I improved across all three disciplines of triathlon during 2018. When Alan Greening and I pulled off the first sub 11 hour Ironman by a totally blind athlete at Ironman Arizona, we didn’t have the fastest swim we were capable of, but it was one of the smoothest and most efficient open water swims I’d ever executed allowing me to have more in the tank for the bike and then the run.

 

Two weeks ago I moved to the Olympic Training Center in Colorado Springs where I’m getting used to swimming five days a week. Having taken the previous eight weeks off from swimming my coach, Derick, has spent these first two weeks really stressing technique. Swimming is by far the most mentally taxing of the triathlon disciplines for me because there is so much to think about. Left hand enters water at the 11 o’cclock position; cup the water; point fingers at bottom of pool during entire stroke; rotate body to right side throughout stroke; reach right hand as far as possible to lengthen the body to cover more distance; left hand exits water at left hip; take a breath just before rotating flat and bringing left arm back up above the water to repeat. The slightest turn of the hand in the middle of the swim stroke, or the dropping of the elbow in front toward the bottom of the pool, over rotating to the side can throw off the entire stroke, direction and momentum. The faster I get, the more I focus on the littlest of details. Swimming is also pretty counter intuitive in that the harder you work the slower you go.

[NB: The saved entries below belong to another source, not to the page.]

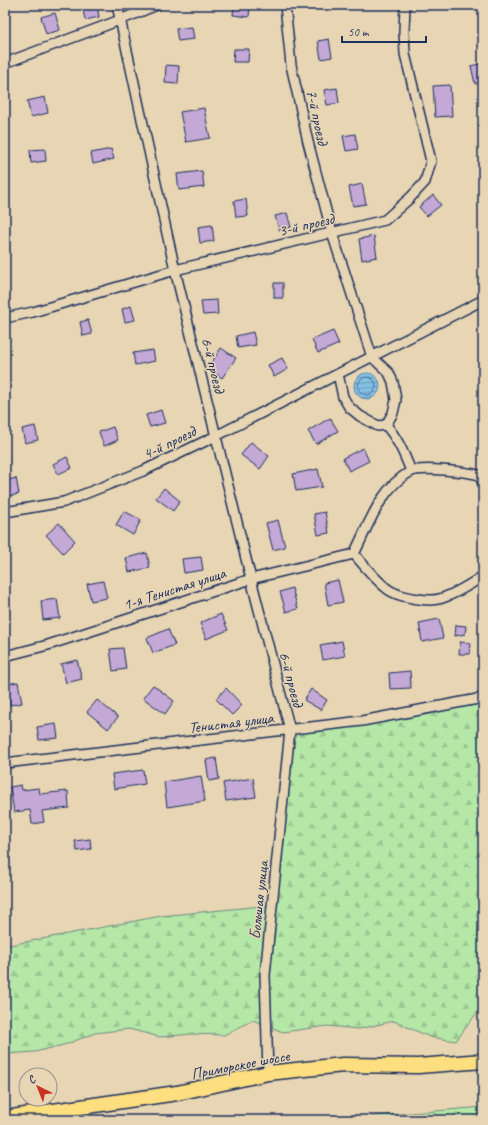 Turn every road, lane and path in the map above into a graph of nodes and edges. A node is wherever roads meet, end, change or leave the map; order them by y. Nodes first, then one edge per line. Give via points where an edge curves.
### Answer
1 (117, 5) edge
2 (157, 5) edge
3 (286, 5) edge
4 (405, 5) edge
5 (120, 20) junction
6 (5, 63) edge
7 (332, 233) junction
8 (175, 270) junction
9 (483, 300) edge
10 (5, 318) edge
11 (372, 358) junction
12 (338, 374) junction
13 (386, 425) junction
14 (216, 436) junction
15 (411, 471) junction
16 (482, 476) edge
17 (5, 512) edge
18 (354, 554) junction
19 (483, 576) edge
20 (251, 580) junction
21 (5, 656) edge
22 (483, 698) edge
23 (290, 730) junction
24 (5, 764) edge
25 (483, 1061) edge
26 (268, 1073) junction
27 (5, 1118) edge

1 - 5 street, 6-й проезд
2 - 5 street
3 - 7 street, 7-й проезд via 291,65
4 - 7 street, 3-й проезд via 405,54 431,161 425,182 385,220
5 - 6 street
5 - 8 street, 6-й проезд
7 - 8 street, 3-й проезд
7 - 11 street, 7-й проезд
8 - 10 street, 3-й проезд
8 - 14 street, 6-й проезд
9 - 11 street
11 - 12 street
11 - 13 street via 389,373 393,382 396,400 393,413
12 - 13 street via 342,397 350,407 378,426
12 - 14 street, 4-й проезд
13 - 15 street via 401,446
14 - 17 street, 4-й проезд via 144,471 64,502
14 - 20 street, 6-й проезд
15 - 16 street via 451,470
15 - 18 street via 398,480 386,494 373,513
18 - 19 street via 389,590 412,599 439,599
18 - 20 street, 1-я Тенистая улица
20 - 21 street, 1-я Тенистая улица via 48,645
20 - 23 street, 6-й проезд
22 - 23 street, Тенистая улица via 362,721
23 - 24 street, Тенистая улица
23 - 26 street, Большая улица via 265,975
25 - 26 main road, Приморское шоссе via 418,1066 343,1065
26 - 27 main road, Приморское шоссе via 177,1093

Swim smooth to swim fast is a mantra I repeat to myself when I’m in the water.

 

No, I’m still not fast in the water. In fact, I’m probably one of the worst swimmers Derick and others here at the training center have ever seen. But already after two weeks of intense focus I’m seeing improvements in smoothness and efficiency. Yes, I’m impatient and want to be at peak swim fitness already, but I’m trying to trust the process and I know my swim speed and fitness will come back around. Now the question is where is my swim crest and can we make it higher?